A buzzword-powered blockchain that wants to change the world
Less than a year old, the Hedera Hashgraph network has been marketed as a game-changer for blockchain. The network, which has been locked in a testing environment since December 2018, was backed by some of the largest corporations in the world after promising incredibly fast transactions and unprecedented scalability.
After 9 months of testing, the mainnet beta was opened to the public on Sept. 17, allowing anyone to open an account or build a decentralized app on the blockchain. The beta version offers users unprecedented speed—up to 10,000 transactions per second, whereas Bitcoin currently processes around 4 tps. For reference, Visa has a theoretical capacity of 65,000 tps.
To achieve high throughput, Hedera Hashgraph completely removed blocks and the process of validating transactions.

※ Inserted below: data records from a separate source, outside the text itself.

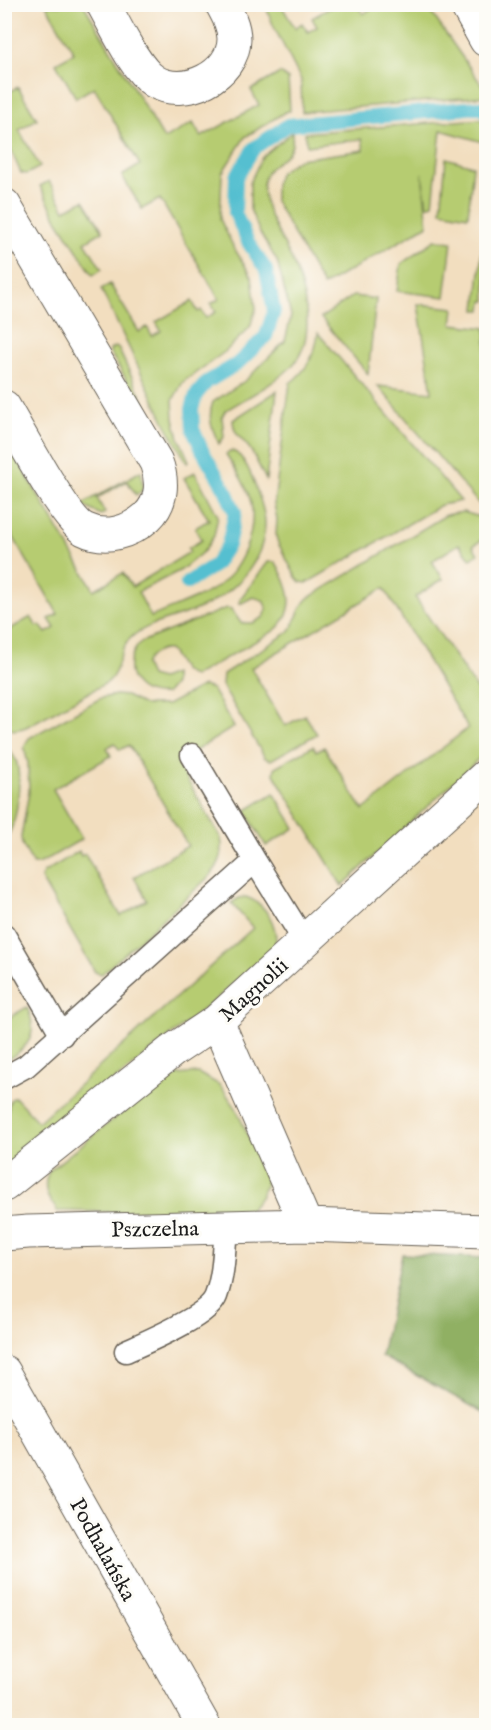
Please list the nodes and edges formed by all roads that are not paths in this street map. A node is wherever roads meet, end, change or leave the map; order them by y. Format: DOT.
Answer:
graph roads {
  1 [pos="103,4"];
  2 [pos="222,4"];
  3 [pos="466,4"];
  4 [pos="486,40"];
  5 [pos="4,206"];
  6 [pos="4,407"];
  7 [pos="192,755"];
  8 [pos="486,776"];
  9 [pos="255,861"];
  10 [pos="4,935"];
  11 [pos="305,942"];
  12 [pos="217,1022"];
  13 [pos="62,1035"];
  14 [pos="4,1078"];
  15 [pos="4,1185"];
  16 [pos="306,1225"];
  17 [pos="226,1227"];
  18 [pos="486,1231"];
  19 [pos="4,1234"];
  20 [pos="126,1351"];
  21 [pos="4,1372"];
  22 [pos="204,1725"];
  1 -- 2 [label="street"];
  3 -- 4 [label="street"];
  5 -- 6 [label="street"];
  7 -- 9 [label="lane"];
  8 -- 11 [label="street, Magnolii"];
  9 -- 11 [label="lane"];
  9 -- 13 [label="lane"];
  10 -- 13 [label="lane"];
  11 -- 12 [label="street, Magnolii"];
  12 -- 15 [label="street, Magnolii"];
  12 -- 16 [label="street"];
  13 -- 14 [label="lane"];
  16 -- 17 [label="street, Pszczelna"];
  16 -- 18 [label="street, Pszczelna"];
  17 -- 19 [label="street, Pszczelna"];
  17 -- 20 [label="lane"];
  21 -- 22 [label="street, Podhalańska"];
}
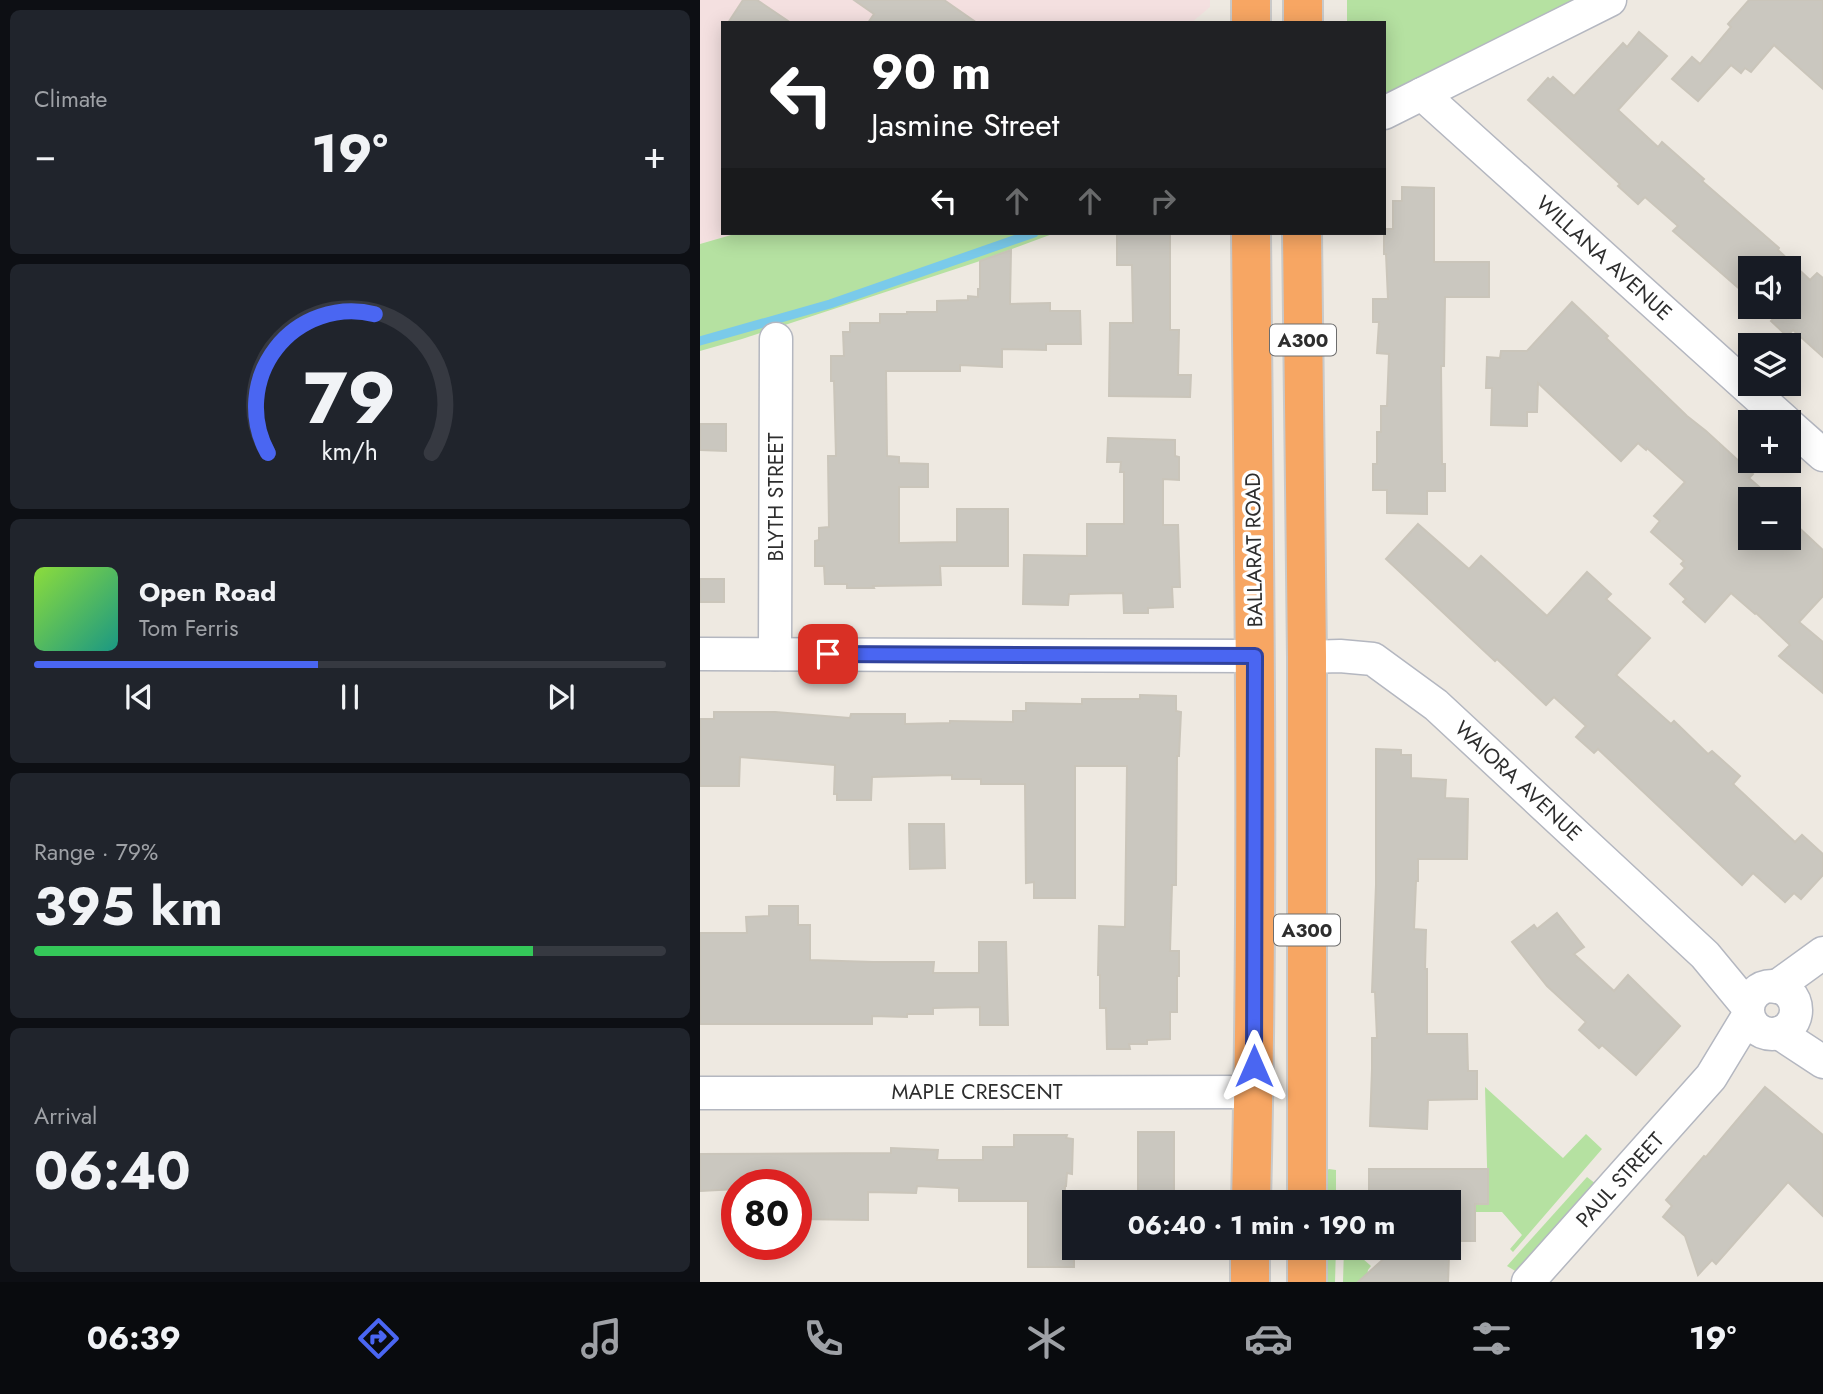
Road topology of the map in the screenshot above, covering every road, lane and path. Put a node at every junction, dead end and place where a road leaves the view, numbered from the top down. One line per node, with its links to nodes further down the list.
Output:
1 (1251, 0): 4 (highway)
2 (1303, 0): 5 (highway)
3 (1610, 0): 6 (street)
4 (1251, 21)
5 (1303, 21)
6 (1422, 94): 7 (street); 11 (street, WILLANA AVENUE)
7 (1386, 112)
8 (1251, 235): 16 (highway, BALLARAT ROAD / A300)
9 (1302, 235): 17 (highway, A300)
10 (776, 339): 15 (street, BLYTH STREET)
11 (1773, 410)
12 (1801, 435): 13 (street, WILLANA AVENUE)
13 (1823, 455)
14 (700, 654): 15 (street)
15 (775, 654): 16 (street)
16 (1255, 656): 17 (highway); 23 (highway, BALLARAT ROAD / A300)
17 (1307, 657): 20 (street, WAIORA AVENUE); 26 (highway, A300)
18 (1823, 953): 20 (street, PAUL STREET)
19 (1823, 959): 20 (street, PAUL STREET)
20 (1772, 1011): 21 (street, WAIORA AVENUE); 22 (street, WAIORA AVENUE); 31 (street, PAUL STREET)
21 (1823, 1053)
22 (1823, 1062)
23 (1254, 1091): 24 (street, MAPLE CRESCENT); 25 (highway, BALLARAT ROAD / A300)
24 (700, 1093)
25 (1251, 1190)
26 (1307, 1190)
27 (1250, 1260): 29 (highway)
28 (1307, 1260): 30 (highway)
29 (1250, 1282)
30 (1307, 1282)
31 (1528, 1282)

All network participants are directly connected to each other and confirm the transactions in the form of messages.
And while the innovative proposition managed to attract the backing of some of the largest corporations in the world, including Boeing, IBM, and Deutsche Telekom, the network has been heavily criticized by crypto developers.
Eric Wall, a crypto writer and developer, explained that the tradeoffs Hedera Hashgraph made in order to achieve the incredible 10,000 tps throughput should scare off both investors and traders.
Hedera Hasgraph is now the #7 largest cryptocurrency in terms of valuation (Y2050 fully diluted market cap).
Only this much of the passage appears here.